--- Given records Enclosed Below ---
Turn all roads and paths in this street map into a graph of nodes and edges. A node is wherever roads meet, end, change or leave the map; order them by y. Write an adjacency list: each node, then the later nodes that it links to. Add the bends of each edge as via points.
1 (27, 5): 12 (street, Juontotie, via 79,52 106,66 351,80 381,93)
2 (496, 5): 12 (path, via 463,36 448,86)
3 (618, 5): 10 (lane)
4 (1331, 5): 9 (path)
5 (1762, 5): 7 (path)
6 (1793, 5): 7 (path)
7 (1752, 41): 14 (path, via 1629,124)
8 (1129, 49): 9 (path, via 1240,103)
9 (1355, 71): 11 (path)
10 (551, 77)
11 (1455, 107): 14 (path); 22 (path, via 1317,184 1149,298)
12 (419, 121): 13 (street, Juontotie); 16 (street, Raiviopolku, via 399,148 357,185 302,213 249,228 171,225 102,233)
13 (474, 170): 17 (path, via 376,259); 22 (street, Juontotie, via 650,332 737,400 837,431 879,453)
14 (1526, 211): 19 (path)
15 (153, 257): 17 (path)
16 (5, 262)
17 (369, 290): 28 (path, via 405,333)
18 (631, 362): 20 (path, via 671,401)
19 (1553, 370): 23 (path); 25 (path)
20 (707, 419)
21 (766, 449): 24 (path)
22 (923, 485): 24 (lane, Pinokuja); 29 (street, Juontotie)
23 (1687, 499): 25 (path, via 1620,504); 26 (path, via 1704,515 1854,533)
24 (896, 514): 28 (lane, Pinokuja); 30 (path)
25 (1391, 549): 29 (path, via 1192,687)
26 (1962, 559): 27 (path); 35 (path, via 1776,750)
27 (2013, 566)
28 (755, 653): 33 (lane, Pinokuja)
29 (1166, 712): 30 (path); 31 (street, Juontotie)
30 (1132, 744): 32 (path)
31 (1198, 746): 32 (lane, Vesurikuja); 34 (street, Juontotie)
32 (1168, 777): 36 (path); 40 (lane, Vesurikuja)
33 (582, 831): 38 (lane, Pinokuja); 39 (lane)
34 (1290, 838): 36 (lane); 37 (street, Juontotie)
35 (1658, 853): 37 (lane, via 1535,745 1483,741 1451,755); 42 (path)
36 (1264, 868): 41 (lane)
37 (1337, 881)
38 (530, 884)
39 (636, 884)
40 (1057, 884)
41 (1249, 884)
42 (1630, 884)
--- End of Enclosed Given records ---
* Task instructions
Return all lines of the data in which the string "Juontotie" appears.

* Written solution
1 (27, 5): 12 (street, Juontotie, via 79,52 106,66 351,80 381,93)
12 (419, 121): 13 (street, Juontotie); 16 (street, Raiviopolku, via 399,148 357,185 302,213 249,228 171,225 102,233)
13 (474, 170): 17 (path, via 376,259); 22 (street, Juontotie, via 650,332 737,400 837,431 879,453)
22 (923, 485): 24 (lane, Pinokuja); 29 (street, Juontotie)
29 (1166, 712): 30 (path); 31 (street, Juontotie)
31 (1198, 746): 32 (lane, Vesurikuja); 34 (street, Juontotie)
34 (1290, 838): 36 (lane); 37 (street, Juontotie)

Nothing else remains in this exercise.